WHAT TO PRODUCE -> Establish the number of lines below that contain the string "MAINTENANCE". State that number alone.

MATERIAL FOR THIS TASK ->
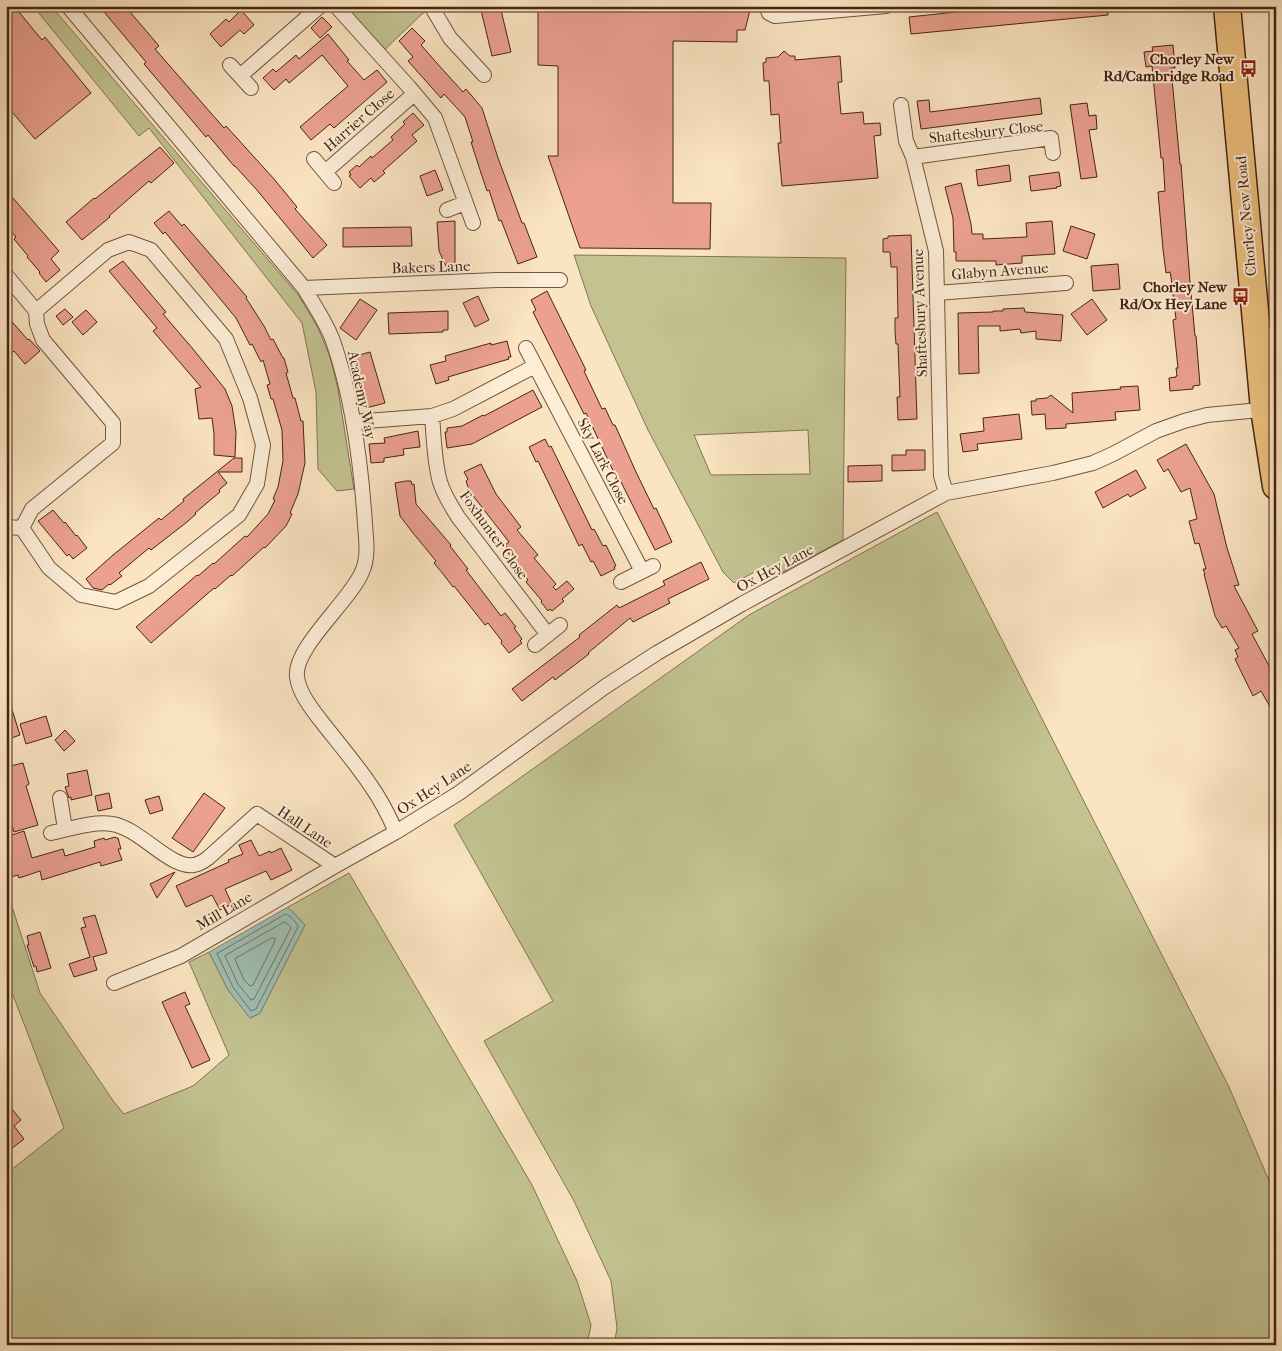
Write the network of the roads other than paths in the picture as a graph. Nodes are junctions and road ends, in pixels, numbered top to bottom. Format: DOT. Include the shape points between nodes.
graph roads {
  1 [pos="68,6"];
  2 [pos="320,6"];
  3 [pos="336,6"];
  4 [pos="431,6"];
  5 [pos="886,6"];
  6 [pos="1227,6"];
  7 [pos="768,10"];
  8 [pos="230,65"];
  9 [pos="484,75"];
  10 [pos="240,76"];
  11 [pos="251,88"];
  12 [pos="414,94"];
  13 [pos="902,105"];
  14 [pos="1053,153"];
  15 [pos="913,157"];
  16 [pos="314,159"];
  17 [pos="325,172"];
  18 [pos="334,183"];
  19 [pos="465,203"];
  20 [pos="447,210"];
  21 [pos="472,223"];
  22 [pos="6,275"];
  23 [pos="560,280"];
  24 [pos="1066,283"];
  25 [pos="304,288"];
  26 [pos="937,293"];
  27 [pos="36,311"];
  28 [pos="526,348"];
  29 [pos="535,366"];
  30 [pos="1270,409"];
  31 [pos="432,416"];
  32 [pos="353,422"];
  33 [pos="1276,486"];
  34 [pos="946,493"];
  35 [pos="6,527"];
  36 [pos="22,528"];
  37 [pos="621,582"];
  38 [pos="560,626"];
  39 [pos="548,635"];
  40 [pos="535,645"];
  41 [pos="60,798"];
  42 [pos="65,830"];
  43 [pos="396,832"];
  44 [pos="51,833"];
  45 [pos="341,863"];
  46 [pos="114,983"];
  1 -- 25 [label="street, Academy Way"];
  2 -- 10 [label="street"];
  3 -- 12 [label="street, Harrier Close"];
  4 -- 9 [label="street" via="446,33"];
  5 -- 7 [label="street" via="775,16"];
  6 -- 30 [label="highway, Chorley New Road"];
  8 -- 10 [label="street"];
  10 -- 11 [label="street"];
  12 -- 17 [label="street, Harrier Close"];
  12 -- 19 [label="street, Harrier Close" via="437,123"];
  13 -- 15 [label="street, Shaftesbury Avenue" via="906,141"];
  14 -- 15 [label="street, Shaftesbury Close" via="1051,138"];
  15 -- 26 [label="street, Shaftesbury Avenue" via="936,250"];
  16 -- 17 [label="street, Harrier Close"];
  17 -- 18 [label="street, Harrier Close"];
  19 -- 20 [label="street"];
  19 -- 21 [label="street, Harrier Close"];
  22 -- 27 [label="street"];
  23 -- 25 [label="street, Bakers Lane"];
  24 -- 26 [label="street, Glabyn Avenue"];
  25 -- 32 [label="street, Academy Way" via="332,339 346,384"];
  26 -- 34 [label="street, Shaftesbury Avenue" via="942,476"];
  27 -- 36 [label="street" via="36,324 43,340 113,423 112,443 32,509"];
  27 -- 36 [label="street" via="108,250 129,242 151,250 226,339 250,398 263,445 257,484 239,515 149,586 116,602 81,594 49,568"];
  28 -- 29 [label="street, Sky Lark Close"];
  29 -- 31 [label="street" via="453,409"];
  29 -- 37 [label="street, Sky Lark Close" via="648,568"];
  30 -- 33 [label="highway, Chorley New Road"];
  30 -- 34 [label="street, Ox Hey Lane" via="1207,415 1156,431 1093,463"];
  31 -- 32 [label="street"];
  31 -- 39 [label="street, Foxhunter Close" via="436,462 447,499"];
  32 -- 43 [label="street, Academy Way" via="363,490 366,555 363,572 305,649 297,676 310,707 371,785"];
  34 -- 43 [label="street, Ox Hey Lane" via="657,652 459,793"];
  35 -- 36 [label="street"];
  38 -- 39 [label="street"];
  39 -- 40 [label="street"];
  41 -- 42 [label="street"];
  42 -- 44 [label="street"];
  42 -- 45 [label="street, Hall Lane" via="100,823 112,824 132,831 176,862 194,865 208,858 257,814"];
  43 -- 45 [label="street, Ox Hey Lane"];
  45 -- 46 [label="street, Mill Lane" via="180,956"];
}
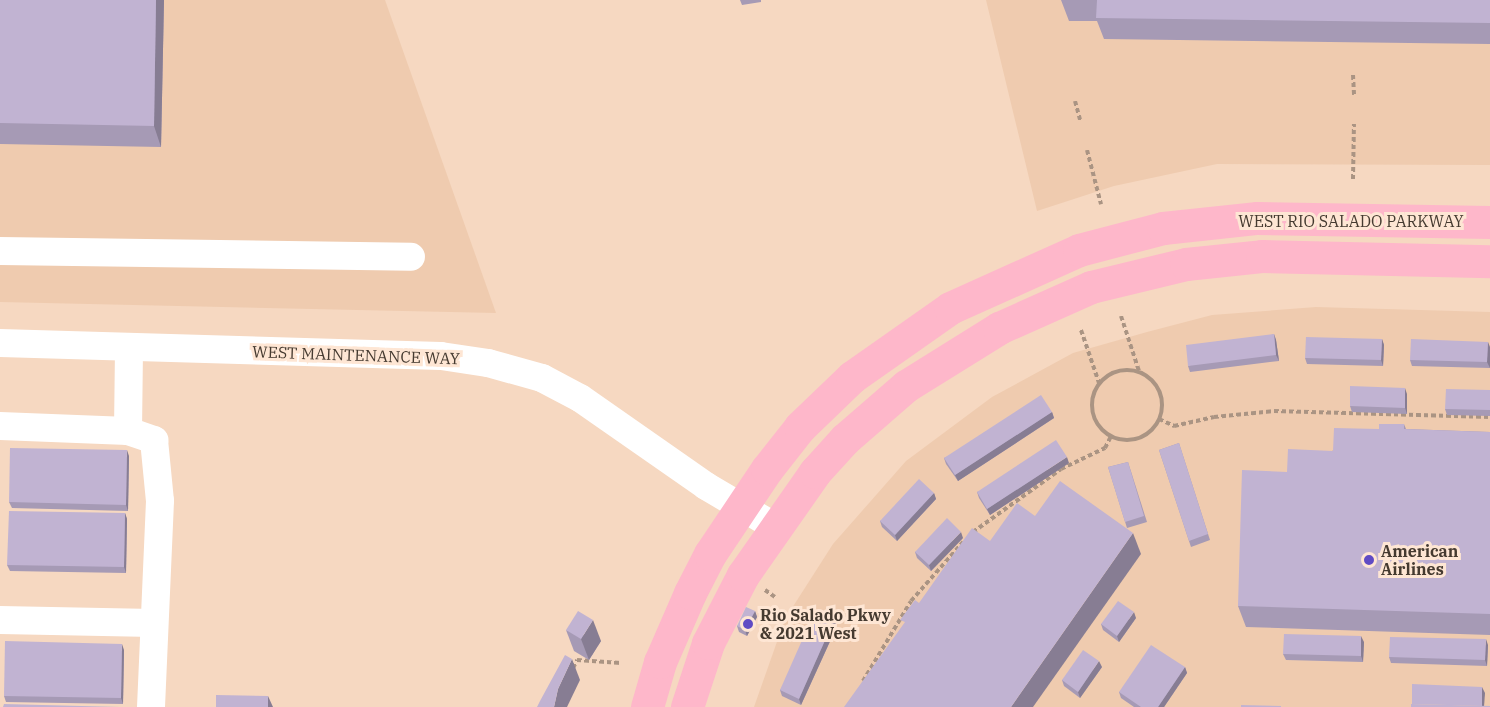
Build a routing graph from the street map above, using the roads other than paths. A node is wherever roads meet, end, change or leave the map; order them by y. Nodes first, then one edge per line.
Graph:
1 (1490, 222) edge
2 (0, 251) edge
3 (411, 257) dead end
4 (1490, 261) edge
5 (0, 344) edge
6 (129, 347) junction
7 (0, 426) edge
8 (128, 431) junction
9 (741, 504) junction
10 (774, 526) junction
11 (0, 620) edge
12 (154, 623) junction
13 (151, 707) edge
14 (647, 707) edge
15 (687, 707) edge

1 - 9 main road, WEST RIO SALADO PARKWAY
2 - 3 street
4 - 10 main road
5 - 6 street, WEST MAINTENANCE WAY
6 - 8 street
6 - 9 street, WEST MAINTENANCE WAY
7 - 8 street
8 - 12 street
9 - 10 street, WEST MAINTENANCE WAY
9 - 14 main road, WEST RIO SALADO PARKWAY
10 - 15 main road
11 - 12 street
12 - 13 street

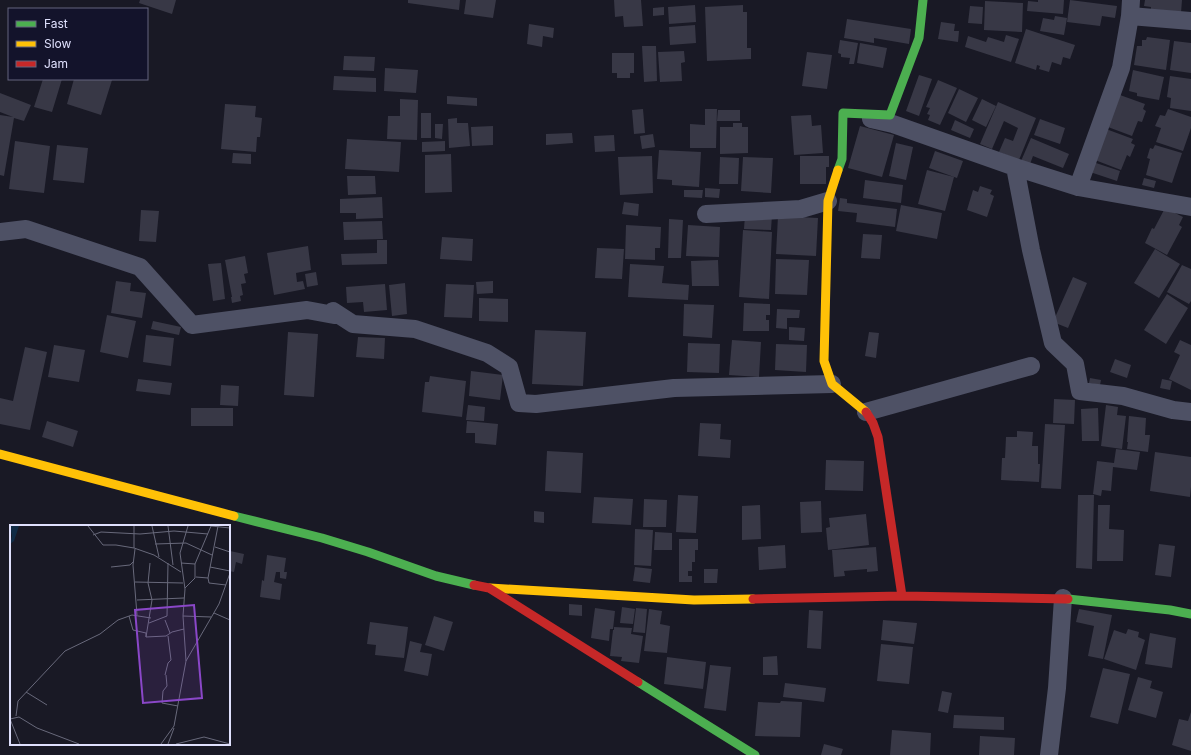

EXERCISE RESULT -> 3